In today’s episode Chuck explains the practice of “Steering” in the auto repair industry and why you should always get GAP insurance on a new vehicle.
“Steering” In The Auto Repair Industry Video Transcript
Hello folks. I’m going to talk to you about what is called in the body shop industry as “steering”. Sometimes or at times, when you get into a car accident, whether you are hurt or not, you sustain property damage with your car. And you want to go to your buddy’s body shop because you know he does good work. He’s reasonable. He’s timely, you get the vehicle back. Nobody’s going to be trying to shine your wand. They’re going to find everything that’s wrong with it. They’re going to take the estimate, give it to your insurance carrier or the other person’s insurance carrier so they can pay on it.

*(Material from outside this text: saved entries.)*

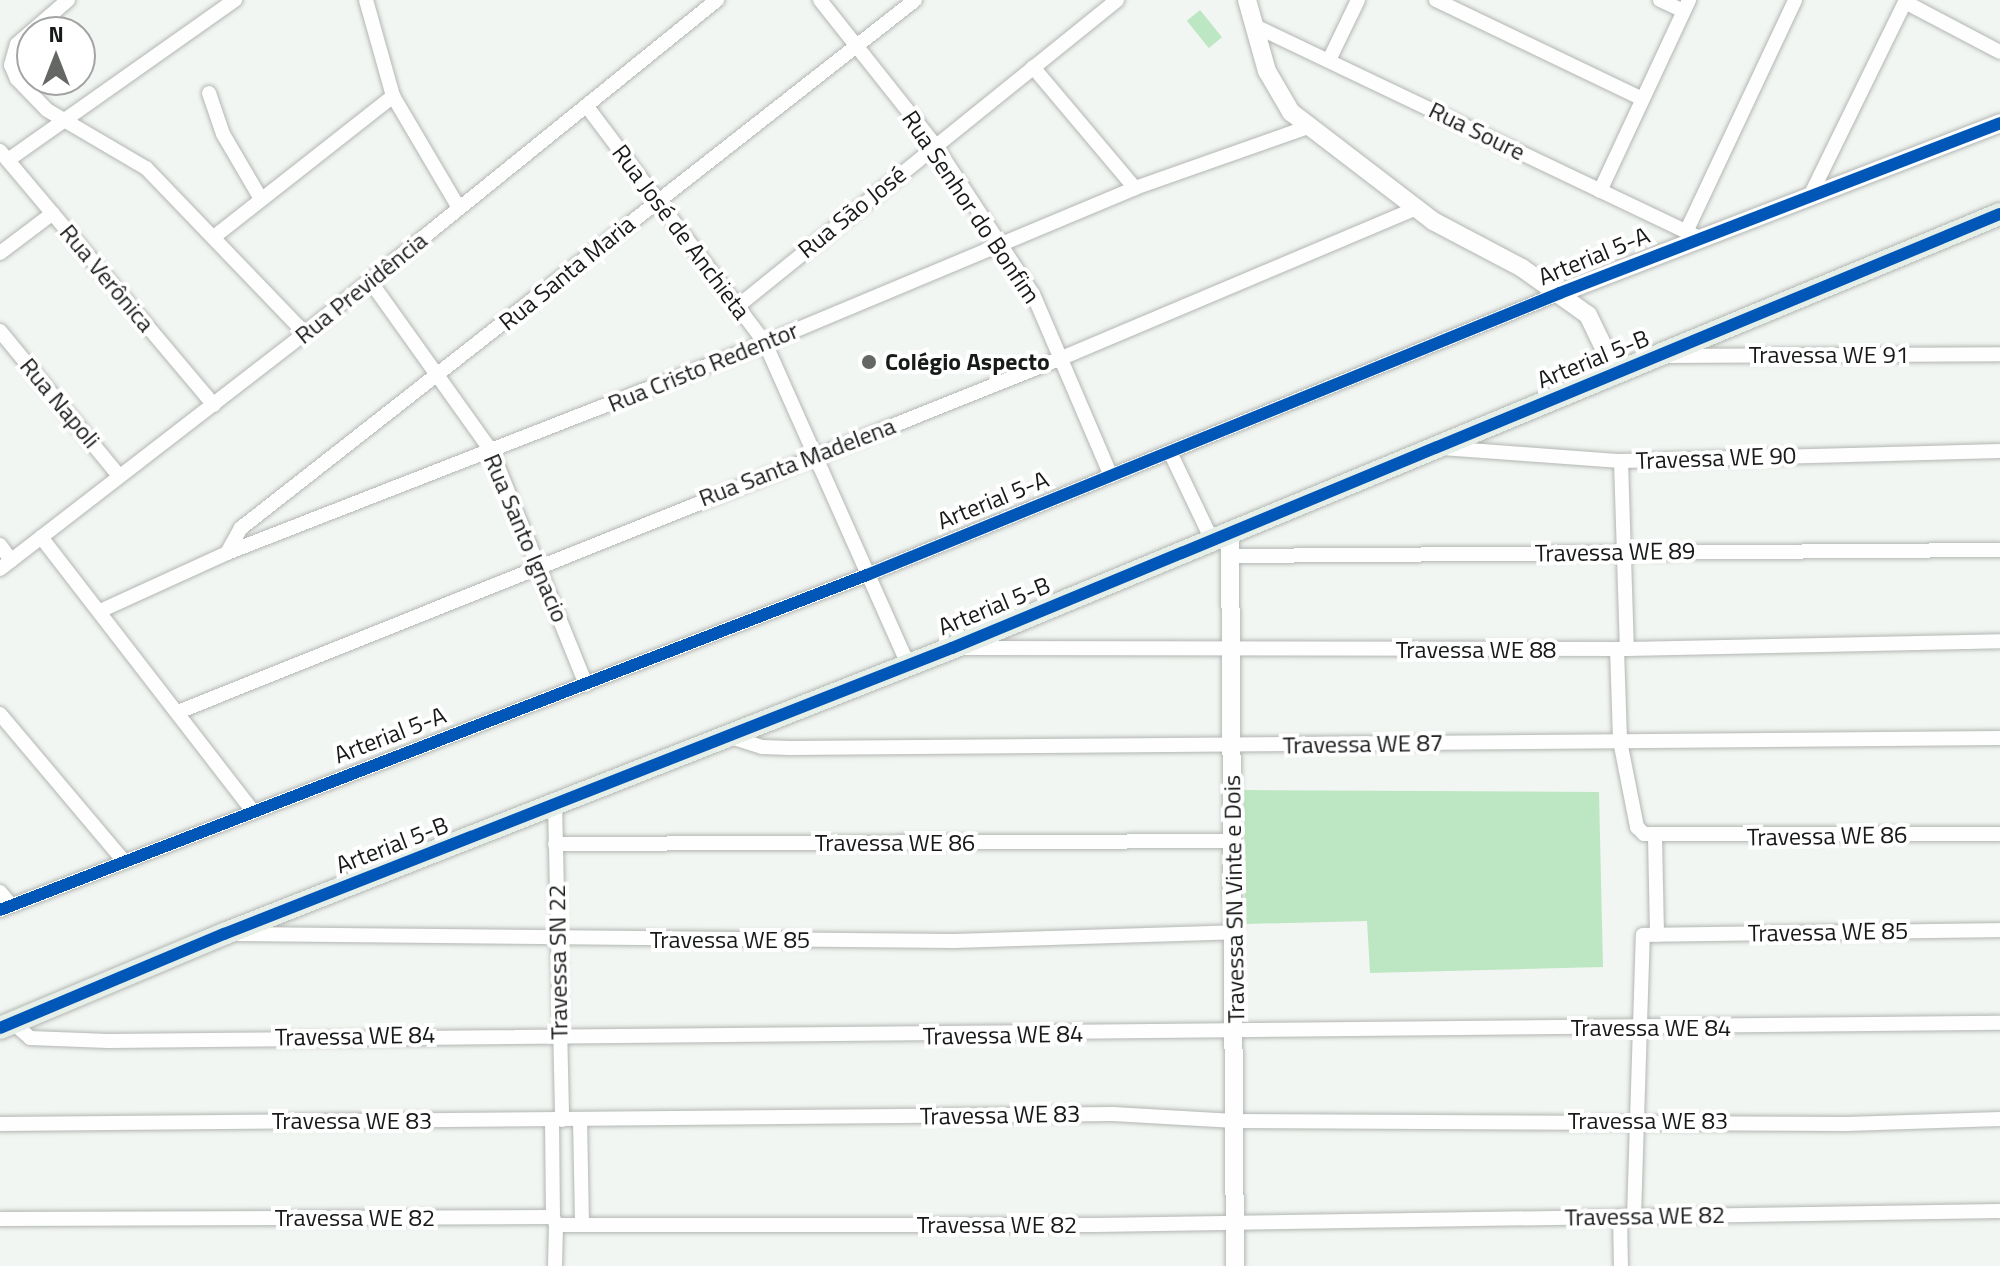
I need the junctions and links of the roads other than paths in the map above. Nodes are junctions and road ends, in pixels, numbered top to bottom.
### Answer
1 (68, 0) edge
2 (235, 0) edge
3 (366, 0) edge
4 (717, 0) edge
5 (820, 0) edge
6 (915, 0) edge
7 (1117, 0) edge
8 (1247, 0) edge
9 (1358, 0) edge
10 (1436, 0) edge
11 (1660, 0) edge
12 (1795, 0) edge
13 (1906, 1) edge
14 (1686, 6) edge
15 (1253, 25) junction
16 (855, 47) junction
17 (2000, 52) edge
18 (1330, 58) junction
19 (1033, 67) junction
20 (209, 93) dead end
21 (393, 96) junction
22 (1643, 99) junction
23 (588, 108) junction
24 (69, 122) junction
25 (2000, 123) edge
26 (1308, 127) junction
27 (935, 145) junction
28 (4, 155) edge
29 (1135, 188) junction
30 (1600, 191) junction
31 (1810, 196) junction
32 (261, 199) junction
33 (658, 201) junction
34 (459, 208) junction
35 (1416, 208) junction
36 (53, 213) junction
37 (2000, 214) edge
38 (1693, 235) junction
39 (214, 237) junction
40 (1002, 243) junction
41 (0, 253) edge
42 (370, 281) junction
43 (1560, 293) junction
44 (738, 306) junction
45 (0, 331) edge
46 (305, 333) junction
47 (765, 343) junction
48 (2000, 354) edge
49 (1659, 356) junction
50 (1064, 357) junction
51 (1616, 373) junction
52 (439, 375) junction
53 (214, 405) junction
54 (1433, 447) junction
55 (2000, 451) edge
56 (492, 452) junction
57 (1170, 452) junction
58 (817, 456) junction
59 (1621, 461) junction
60 (119, 476) junction
61 (1111, 476) junction
62 (1221, 536) junction
63 (41, 537) junction
64 (0, 545) edge
65 (2000, 550) edge
66 (1624, 552) junction
67 (227, 553) junction
68 (1231, 556) junction
69 (540, 564) junction
70 (5, 565) edge
71 (867, 575) junction
72 (100, 611) junction
73 (2000, 641) edge
74 (952, 648) junction
75 (1622, 649) junction
76 (1232, 651) junction
77 (908, 664) junction
78 (586, 685) junction
79 (178, 712) junction
80 (0, 714) edge
81 (728, 736) junction
82 (2000, 738) edge
83 (1620, 741) junction
84 (1232, 747) junction
85 (555, 804) junction
86 (252, 810) junction
87 (2000, 834) edge
88 (1655, 838) junction
89 (1234, 841) junction
90 (555, 844) junction
91 (122, 859) junction
92 (0, 892) edge
93 (6, 907) edge
94 (2000, 930) edge
95 (1235, 932) junction
96 (224, 934) junction
97 (1657, 935) junction
98 (558, 940) junction
99 (2000, 1023) edge
100 (7, 1026) edge
101 (1636, 1028) junction
102 (1236, 1032) junction
103 (560, 1033) junction
104 (580, 1119) junction
105 (1634, 1119) junction
106 (2000, 1119) edge
107 (557, 1120) junction
108 (1235, 1121) junction
109 (0, 1124) edge
110 (2000, 1211) edge
111 (1627, 1216) junction
112 (0, 1219) edge
113 (1235, 1219) junction
114 (554, 1221) junction
115 (582, 1225) junction
116 (555, 1266) edge
117 (1235, 1266) edge
118 (1621, 1266) edge

1 - 24 street
2 - 24 street
3 - 21 street
4 - 23 street, Rua Previdência
5 - 16 street, Rua Senhor do Bonfim
6 - 16 street, Rua Santa Maria
7 - 19 street, Rua São José
8 - 15 street
9 - 18 street
10 - 22 street
11 - 14 street
12 - 38 street
13 - 17 street
13 - 31 street
14 - 22 street
15 - 18 street, Rua Soure
15 - 26 street
16 - 27 street, Rua Senhor do Bonfim
16 - 33 street, Rua Santa Maria
18 - 30 street, Rua Soure
19 - 27 street, Rua São José
19 - 29 street
20 - 32 street
21 - 32 street
21 - 34 street
22 - 30 street
23 - 33 street, Rua José de Anchieta
23 - 34 street, Rua Previdência
24 - 28 street
24 - 39 street
25 - 31 street, Arterial 5-A
26 - 29 street, Rua Cristo Redentor
26 - 35 street
27 - 40 street, Rua Senhor do Bonfim
27 - 44 street, Rua São José
28 - 36 street, Rua Verônica
29 - 40 street, Rua Cristo Redentor
30 - 38 street, Rua Soure
31 - 38 street, Arterial 5-A
32 - 39 street
33 - 44 street, Rua José de Anchieta
33 - 52 street, Rua Santa Maria
34 - 42 street, Rua Previdência
35 - 43 street
35 - 50 street, Rua Santa Madelena
36 - 41 street
36 - 53 street, Rua Verônica
37 - 49 main road, Arterial 5-B
38 - 43 street, Arterial 5-A
39 - 46 street
40 - 47 street, Rua Cristo Redentor
40 - 50 street, Rua Senhor do Bonfim
42 - 46 street, Rua Previdência
42 - 52 street, Rua Santo Ignacio
43 - 51 street
43 - 57 street, Arterial 5-A
44 - 47 street, Rua José de Anchieta
45 - 60 street, Rua Napoli
46 - 53 street, Rua Previdência
47 - 56 street, Rua Cristo Redentor
47 - 58 street, Rua José de Anchieta
48 - 49 street, Travessa WE 91
49 - 51 main road, Arterial 5-B
50 - 58 street, Rua Santa Madelena
50 - 61 street, Rua Senhor do Bonfim
51 - 54 main road, Arterial 5-B
52 - 56 street, Rua Santo Ignacio
52 - 67 street, Rua Santa Maria
53 - 60 street, Rua Previdência
54 - 59 street, Travessa WE 90
54 - 62 main road, Arterial 5-B
55 - 59 street, Travessa WE 90
56 - 67 street, Rua Cristo Redentor
56 - 69 street, Rua Santo Ignacio
57 - 61 street, Arterial 5-A
57 - 62 street
58 - 69 street, Rua Santa Madelena
58 - 71 street, Rua José de Anchieta
59 - 66 street
60 - 63 street, Rua Previdência
61 - 71 street, Arterial 5-A
62 - 68 street, Travessa SN Vinte e Dois
62 - 74 main road, Arterial 5-B
63 - 70 street, Rua Previdência
63 - 72 street
64 - 70 street
65 - 66 street, Travessa WE 89
66 - 68 street, Travessa WE 89
66 - 75 street
67 - 72 street, Rua Cristo Redentor
68 - 76 street, Travessa SN Vinte e Dois
69 - 78 street, Rua Santo Ignacio
69 - 79 street, Rua Santa Madelena
71 - 77 street, Rua José de Anchieta
71 - 78 street, Arterial 5-A
72 - 79 street
73 - 75 street, Travessa WE 88
74 - 76 street, Travessa WE 88
74 - 77 main road, Arterial 5-B
75 - 76 street, Travessa WE 88
75 - 83 street
76 - 84 street, Travessa SN Vinte e Dois
77 - 81 main road, Arterial 5-B
78 - 86 street, Arterial 5-A
79 - 86 street
80 - 91 street
81 - 84 street, Travessa WE 87
81 - 85 main road, Arterial 5-B
82 - 83 street, Travessa WE 87
83 - 84 street, Travessa WE 87
83 - 88 street
84 - 89 street, Travessa SN Vinte e Dois
85 - 90 street, Travessa SN 22
85 - 96 main road, Arterial 5-B
86 - 91 street, Arterial 5-A
87 - 88 street, Travessa WE 86
88 - 97 street
89 - 90 street, Travessa WE 86
89 - 95 street, Travessa SN Vinte e Dois
90 - 98 street, Travessa SN 22
91 - 93 street, Arterial 5-A
92 - 93 street
94 - 97 street, Travessa WE 85
95 - 98 street, Travessa WE 85
95 - 102 street, Travessa SN Vinte e Dois
96 - 98 street, Travessa WE 85
96 - 100 main road, Arterial 5-B
97 - 101 street
98 - 103 street, Travessa SN 22
99 - 101 street, Travessa WE 84
100 - 103 street, Travessa WE 84
101 - 102 street, Travessa WE 84
101 - 105 street
102 - 103 street, Travessa WE 84
102 - 108 street, Travessa SN Vinte e Dois
103 - 107 street, Travessa SN 22
104 - 107 street, Travessa WE 83
104 - 108 street, Travessa WE 83
104 - 115 street
105 - 106 street, Travessa WE 83
105 - 108 street, Travessa WE 83
105 - 111 street
107 - 109 street, Travessa WE 83
107 - 114 street, Travessa SN 22
108 - 113 street, Travessa SN Vinte e Dois
110 - 111 street, Travessa WE 82
111 - 113 street, Travessa WE 82
111 - 118 street
112 - 114 street, Travessa WE 82
113 - 115 street, Travessa WE 82
113 - 117 street, Travessa SN Vinte e Dois
114 - 115 street, Travessa WE 82
114 - 116 street, Travessa SN 22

Well, a lot of companies have “steered” people to various body shops and they will call them preferred or some other term. And they sort of push you along. They’re not telling you have to go there but they’re saying hey, it’s a good idea. Maybe you should go see these people. Well, you can’t do that. You get to pick who the body shop is. Now I’m not telling you to go to the most expensive body shop in town and get an estimate because they could say hey, we’ve got an estimate here that’s ten thousand. Your estimate is thirty thousand. We’ll meet you somewhere half or between or get another estimate or something along those lines. But keep in mind, you get to pick who’s going to fix your vehicle. And, I’ve had plenty of body shop owners find out that people have been steered away from their body shop through insurance adjustors for various companies; and you can’t do that in Arizona.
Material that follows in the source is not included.